Jakarta|| Radarpost.id
Kementerian Haji dan Umrah (Kemenhaj) memastikan makanan siap santap atau ready to eat (RTE) bagi jemaah haji Indonesia selama puncak ibadah haji 2026 dalam kondisi aman dan siap didistribusikan.
Sebanyak 15 porsi makanan bercita rasa nusantara disiapkan untuk menemani jemaah saat menjalani fase Arafah, Muzdalifah, dan Mina (Armuzna).
Direktur Jenderal Pengembangan Ekosistem Ekonomi Haji Kemenhaj, Jaenal Effendi, mengatakan distribusi makanan siap santap akan dilakukan ke seluruh hotel jemaah Indonesia di Makkah mulai 6 Dzulhijjah 1447 Hijriah atau bertepatan dengan 23 Mei 2026.
“Kami memastikan makanan siap santap ini tersedia dan siap didistribusikan ke seluruh hotel jemaah Indonesia. Mudah-mudahan semua berjalan lancar sehingga jemaah bisa tenang menjalankan ibadah,” ujar Jaenal usai rapat bersama penyedia layanan konsumsi di Makkah, Jumat (15/5/2026).

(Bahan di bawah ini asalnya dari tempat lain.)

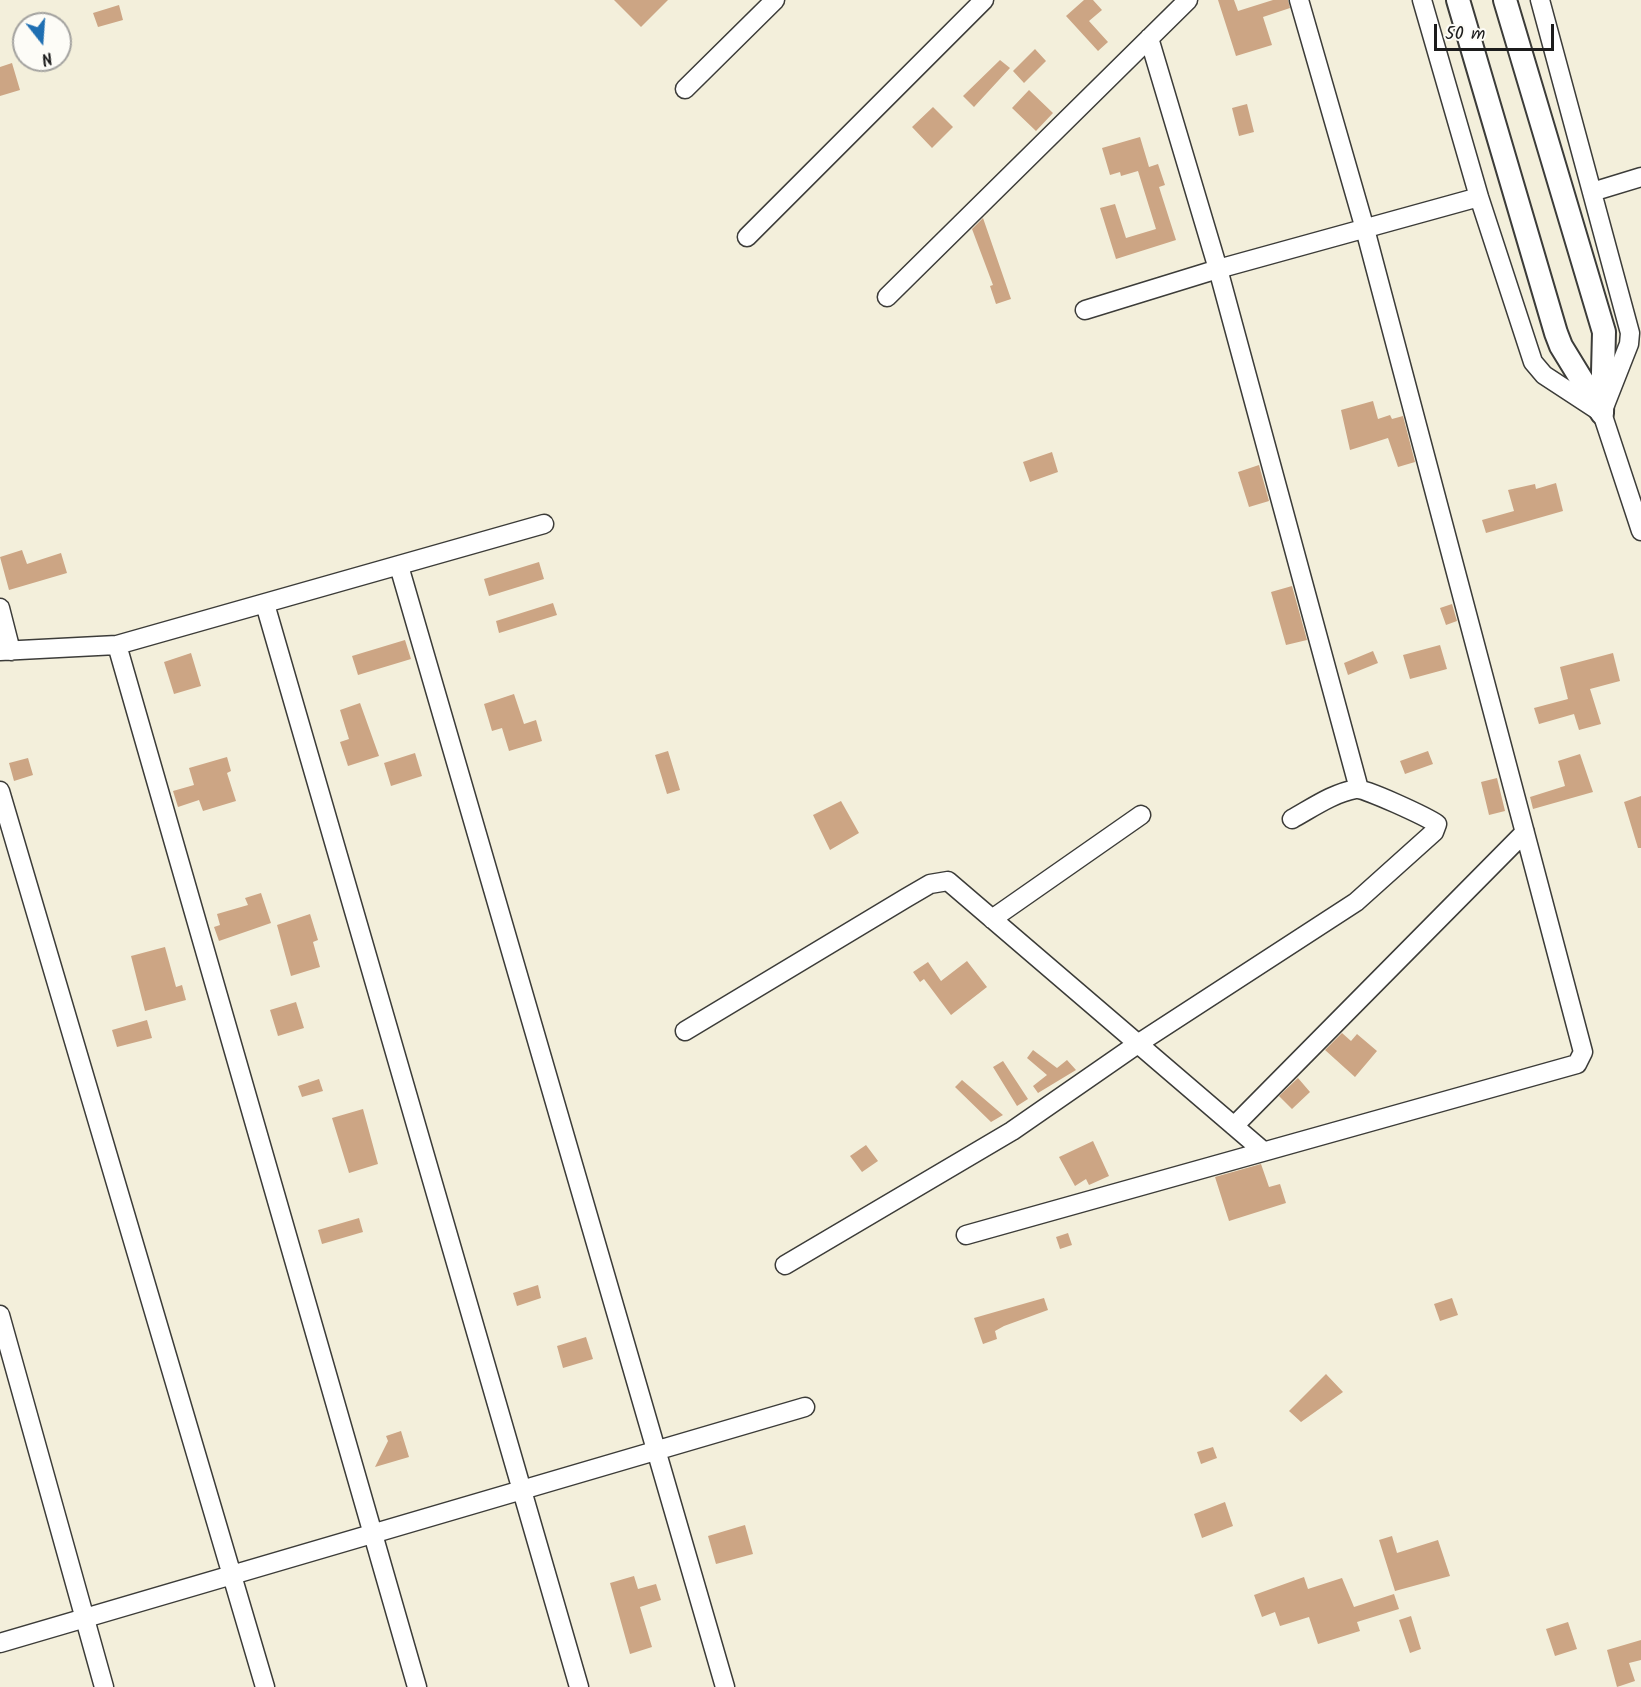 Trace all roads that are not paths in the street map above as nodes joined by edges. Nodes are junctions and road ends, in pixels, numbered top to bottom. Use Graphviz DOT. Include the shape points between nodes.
graph roads {
  1 [pos="775,0"];
  2 [pos="984,0"];
  3 [pos="1188,0"];
  4 [pos="1299,0"];
  5 [pos="1422,0"];
  6 [pos="1458,0"];
  7 [pos="1505,0"];
  8 [pos="1540,0"];
  9 [pos="1149,38"];
  10 [pos="685,89"];
  11 [pos="1641,177"];
  12 [pos="1592,192"];
  13 [pos="1479,197"];
  14 [pos="1365,229"];
  15 [pos="747,237"];
  16 [pos="1218,269"];
  17 [pos="886,297"];
  18 [pos="1085,310"];
  19 [pos="1602,413"];
  20 [pos="544,524"];
  21 [pos="1641,531"];
  22 [pos="399,566"];
  23 [pos="265,604"];
  24 [pos="0,608"];
  25 [pos="117,645"];
  26 [pos="6,651"];
  27 [pos="1359,789"];
  28 [pos="0,791"];
  29 [pos="1141,815"];
  30 [pos="1292,819"];
  31 [pos="1525,832"];
  32 [pos="992,919"];
  33 [pos="685,1031"];
  34 [pos="1139,1043"];
  35 [pos="1234,1126"];
  36 [pos="1262,1150"];
  37 [pos="966,1235"];
  38 [pos="785,1265"];
  39 [pos="0,1315"];
  40 [pos="805,1407"];
  41 [pos="656,1450"];
  42 [pos="522,1490"];
  43 [pos="372,1533"];
  44 [pos="232,1574"];
  45 [pos="84,1618"];
  46 [pos="0,1643"];
  47 [pos="104,1687"];
  48 [pos="265,1687"];
  49 [pos="417,1687"];
  50 [pos="579,1687"];
  51 [pos="725,1687"];
  1 -- 10 [label="street"];
  2 -- 15 [label="street"];
  3 -- 9 [label="street"];
  4 -- 14 [label="street"];
  5 -- 13 [label="street"];
  6 -- 19 [label="street" via="1556,333"];
  7 -- 19 [label="street" via="1604,332"];
  8 -- 12 [label="street"];
  9 -- 16 [label="street"];
  9 -- 17 [label="street"];
  11 -- 12 [label="street"];
  12 -- 19 [label="street" via="1630,333 1629,345"];
  13 -- 14 [label="street"];
  13 -- 19 [label="street" via="1533,362 1544,375"];
  14 -- 16 [label="street"];
  14 -- 31 [label="street"];
  16 -- 18 [label="street"];
  16 -- 27 [label="street"];
  19 -- 21 [label="street"];
  20 -- 22 [label="street"];
  22 -- 23 [label="street"];
  22 -- 41 [label="street"];
  23 -- 25 [label="street"];
  23 -- 42 [label="street"];
  24 -- 26 [label="street"];
  25 -- 26 [label="street"];
  25 -- 43 [label="street"];
  27 -- 30 [label="street" via="1340,793"];
  27 -- 34 [label="street" via="1425,816 1437,824 1434,832 1356,903"];
  28 -- 44 [label="street"];
  29 -- 32 [label="street"];
  31 -- 35 [label="street"];
  31 -- 36 [label="street" via="1583,1053 1577,1064"];
  32 -- 33 [label="street" via="948,881 930,884"];
  32 -- 34 [label="street"];
  34 -- 35 [label="street"];
  34 -- 38 [label="street" via="1012,1131"];
  35 -- 36 [label="street"];
  36 -- 37 [label="street"];
  39 -- 45 [label="street"];
  40 -- 41 [label="street"];
  41 -- 42 [label="street"];
  41 -- 51 [label="street"];
  42 -- 43 [label="street"];
  42 -- 50 [label="street"];
  43 -- 44 [label="street"];
  43 -- 49 [label="street"];
  44 -- 45 [label="street"];
  44 -- 48 [label="street"];
  45 -- 46 [label="street"];
  45 -- 47 [label="street"];
}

Ia menjelaskan, dapur-dapur penyedia konsumsi akan mulai memasok makanan pada 7, 8, dan 13 Dzulhijjah 1447 H atau pada 24, 25, dan 30 Mei 2026. Distribusi dilakukan sebagai bagian dari persiapan menghadapi puncak ibadah haji yang dimulai saat jemaah bergerak dari Makkah menuju Arafah pada 8 Dzulhijjah atau 25 Mei 2026.

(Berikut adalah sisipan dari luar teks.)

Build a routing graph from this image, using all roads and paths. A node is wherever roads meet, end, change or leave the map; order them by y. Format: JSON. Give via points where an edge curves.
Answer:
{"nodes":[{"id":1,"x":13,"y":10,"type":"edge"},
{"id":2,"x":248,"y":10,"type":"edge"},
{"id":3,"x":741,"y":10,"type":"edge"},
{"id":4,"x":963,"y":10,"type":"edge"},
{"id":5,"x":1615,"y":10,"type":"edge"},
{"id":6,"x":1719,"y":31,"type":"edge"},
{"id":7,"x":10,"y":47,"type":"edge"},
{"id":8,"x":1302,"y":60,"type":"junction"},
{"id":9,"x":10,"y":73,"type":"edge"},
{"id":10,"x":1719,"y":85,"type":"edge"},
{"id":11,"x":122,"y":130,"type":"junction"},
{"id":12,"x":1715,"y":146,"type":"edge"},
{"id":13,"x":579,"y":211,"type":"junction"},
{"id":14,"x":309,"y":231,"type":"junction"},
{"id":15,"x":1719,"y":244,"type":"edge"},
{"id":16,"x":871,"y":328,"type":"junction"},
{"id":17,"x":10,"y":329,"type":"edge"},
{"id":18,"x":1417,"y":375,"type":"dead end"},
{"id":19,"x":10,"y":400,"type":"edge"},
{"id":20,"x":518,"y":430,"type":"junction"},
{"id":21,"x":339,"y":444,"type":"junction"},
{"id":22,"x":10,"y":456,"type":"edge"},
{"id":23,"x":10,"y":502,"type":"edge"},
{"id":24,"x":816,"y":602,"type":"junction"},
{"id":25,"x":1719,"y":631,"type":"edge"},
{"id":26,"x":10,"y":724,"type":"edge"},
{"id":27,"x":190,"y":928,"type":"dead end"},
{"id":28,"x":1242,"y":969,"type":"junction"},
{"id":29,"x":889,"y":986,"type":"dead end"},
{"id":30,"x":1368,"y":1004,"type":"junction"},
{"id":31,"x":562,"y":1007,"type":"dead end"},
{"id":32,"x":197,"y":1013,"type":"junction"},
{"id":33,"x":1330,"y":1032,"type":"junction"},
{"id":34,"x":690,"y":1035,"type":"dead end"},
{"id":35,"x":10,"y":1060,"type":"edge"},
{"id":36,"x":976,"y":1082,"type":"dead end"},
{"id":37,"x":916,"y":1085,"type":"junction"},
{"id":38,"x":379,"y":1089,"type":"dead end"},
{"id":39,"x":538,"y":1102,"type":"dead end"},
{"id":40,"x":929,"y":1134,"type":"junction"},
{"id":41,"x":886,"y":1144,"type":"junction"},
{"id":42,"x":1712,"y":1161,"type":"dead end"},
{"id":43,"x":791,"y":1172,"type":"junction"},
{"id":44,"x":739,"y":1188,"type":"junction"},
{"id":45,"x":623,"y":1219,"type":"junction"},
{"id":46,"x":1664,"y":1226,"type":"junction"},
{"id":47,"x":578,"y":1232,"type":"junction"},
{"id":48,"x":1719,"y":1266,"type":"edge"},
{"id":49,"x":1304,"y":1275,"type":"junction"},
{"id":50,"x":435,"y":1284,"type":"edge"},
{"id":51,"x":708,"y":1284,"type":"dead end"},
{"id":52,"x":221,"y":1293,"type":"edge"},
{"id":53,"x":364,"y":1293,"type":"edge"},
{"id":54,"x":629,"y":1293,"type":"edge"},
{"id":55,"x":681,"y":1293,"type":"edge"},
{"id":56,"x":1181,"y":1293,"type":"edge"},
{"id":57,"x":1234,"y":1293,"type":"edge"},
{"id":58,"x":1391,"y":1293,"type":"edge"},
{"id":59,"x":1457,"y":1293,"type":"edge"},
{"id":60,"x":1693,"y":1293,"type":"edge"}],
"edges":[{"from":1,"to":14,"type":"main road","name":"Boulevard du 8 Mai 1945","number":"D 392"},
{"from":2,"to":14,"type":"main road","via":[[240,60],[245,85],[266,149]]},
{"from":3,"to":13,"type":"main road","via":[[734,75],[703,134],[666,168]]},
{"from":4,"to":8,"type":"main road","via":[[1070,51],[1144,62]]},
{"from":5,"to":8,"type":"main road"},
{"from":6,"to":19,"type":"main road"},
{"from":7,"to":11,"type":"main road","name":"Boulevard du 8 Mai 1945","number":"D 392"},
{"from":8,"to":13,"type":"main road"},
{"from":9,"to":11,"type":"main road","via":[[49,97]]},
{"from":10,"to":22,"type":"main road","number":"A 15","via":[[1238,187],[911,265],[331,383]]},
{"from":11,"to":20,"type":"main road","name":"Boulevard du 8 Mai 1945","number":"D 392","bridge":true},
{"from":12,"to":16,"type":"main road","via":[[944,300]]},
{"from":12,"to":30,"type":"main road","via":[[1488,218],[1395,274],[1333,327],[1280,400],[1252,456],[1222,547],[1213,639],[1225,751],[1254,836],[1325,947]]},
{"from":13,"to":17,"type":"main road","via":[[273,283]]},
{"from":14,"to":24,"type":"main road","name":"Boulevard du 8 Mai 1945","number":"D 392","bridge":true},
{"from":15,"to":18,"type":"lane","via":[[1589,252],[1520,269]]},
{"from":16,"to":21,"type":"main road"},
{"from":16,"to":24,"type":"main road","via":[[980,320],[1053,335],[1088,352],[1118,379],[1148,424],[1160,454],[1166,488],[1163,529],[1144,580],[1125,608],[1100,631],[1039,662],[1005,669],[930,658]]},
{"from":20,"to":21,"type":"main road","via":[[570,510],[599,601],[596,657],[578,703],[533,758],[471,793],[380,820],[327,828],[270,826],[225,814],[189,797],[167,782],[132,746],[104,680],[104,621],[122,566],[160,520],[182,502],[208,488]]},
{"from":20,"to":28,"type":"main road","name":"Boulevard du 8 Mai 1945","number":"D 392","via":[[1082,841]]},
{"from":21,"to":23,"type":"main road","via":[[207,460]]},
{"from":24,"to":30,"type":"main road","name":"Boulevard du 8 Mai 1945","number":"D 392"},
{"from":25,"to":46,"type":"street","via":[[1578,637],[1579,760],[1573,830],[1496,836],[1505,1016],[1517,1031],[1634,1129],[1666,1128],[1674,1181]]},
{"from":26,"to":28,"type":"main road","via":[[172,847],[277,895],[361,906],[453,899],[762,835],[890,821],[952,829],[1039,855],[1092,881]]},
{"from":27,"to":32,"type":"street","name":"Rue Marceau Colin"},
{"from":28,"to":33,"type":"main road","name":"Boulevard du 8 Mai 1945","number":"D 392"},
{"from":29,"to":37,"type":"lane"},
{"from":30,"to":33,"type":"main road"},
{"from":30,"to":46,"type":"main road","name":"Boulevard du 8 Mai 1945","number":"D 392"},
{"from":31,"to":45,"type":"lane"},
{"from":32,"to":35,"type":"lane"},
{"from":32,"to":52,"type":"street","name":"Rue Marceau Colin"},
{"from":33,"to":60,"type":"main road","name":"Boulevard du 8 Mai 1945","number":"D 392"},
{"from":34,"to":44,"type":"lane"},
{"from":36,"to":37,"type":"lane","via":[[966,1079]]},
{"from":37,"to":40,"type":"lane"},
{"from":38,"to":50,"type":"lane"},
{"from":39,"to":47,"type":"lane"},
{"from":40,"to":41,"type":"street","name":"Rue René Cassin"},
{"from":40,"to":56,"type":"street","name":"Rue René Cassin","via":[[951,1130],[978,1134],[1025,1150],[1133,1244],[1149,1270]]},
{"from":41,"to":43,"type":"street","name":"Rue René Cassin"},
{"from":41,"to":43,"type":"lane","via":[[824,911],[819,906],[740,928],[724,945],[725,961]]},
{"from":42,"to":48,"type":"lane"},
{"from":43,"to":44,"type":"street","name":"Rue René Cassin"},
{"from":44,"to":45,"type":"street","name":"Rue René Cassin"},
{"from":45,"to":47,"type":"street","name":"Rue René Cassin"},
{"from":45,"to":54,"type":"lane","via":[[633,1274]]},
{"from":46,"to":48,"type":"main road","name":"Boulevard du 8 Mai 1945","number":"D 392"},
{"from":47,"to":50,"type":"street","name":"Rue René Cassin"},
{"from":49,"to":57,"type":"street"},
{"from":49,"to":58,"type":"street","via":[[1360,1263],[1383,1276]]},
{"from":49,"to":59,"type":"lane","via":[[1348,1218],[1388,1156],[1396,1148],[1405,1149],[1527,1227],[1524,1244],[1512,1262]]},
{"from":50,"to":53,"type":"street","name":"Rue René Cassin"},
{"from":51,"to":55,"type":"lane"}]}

Selama fase Armuzna berlangsung, layanan konsumsi jemaah akan ditangani oleh perusahaan penyelenggara layanan haji di Arab Saudi, yakni Rakeen Mashariq dan Albait Guest. Setelah jemaah kembali ke hotel di Makkah, layanan konsumsi kembali disiapkan oleh dapur katering mitra Kemenhaj.
Rendang hingga Telur Balado Disiapkan
Jaenal mengungkapkan menu yang disiapkan tetap mengusung cita rasa khas Indonesia agar jemaah merasa lebih nyaman selama menjalani ibadah haji di Tanah Suci.
“Menunya tentu cita rasa Indonesia. Ada rendang, ada telur, dan menu khas nusantara lainnya,” katanya.
Menurutnya, Kemenhaj juga memastikan kualitas makanan tetap terjaga dengan melakukan pengawasan ketat terhadap bahan baku, gramasi makanan, hingga ketepatan waktu distribusi.
Selain itu, keterlibatan juru masak asal Indonesia di dapur penyedia konsumsi turut dilakukan untuk menjaga cita rasa makanan tetap sesuai selera jemaah Indonesia.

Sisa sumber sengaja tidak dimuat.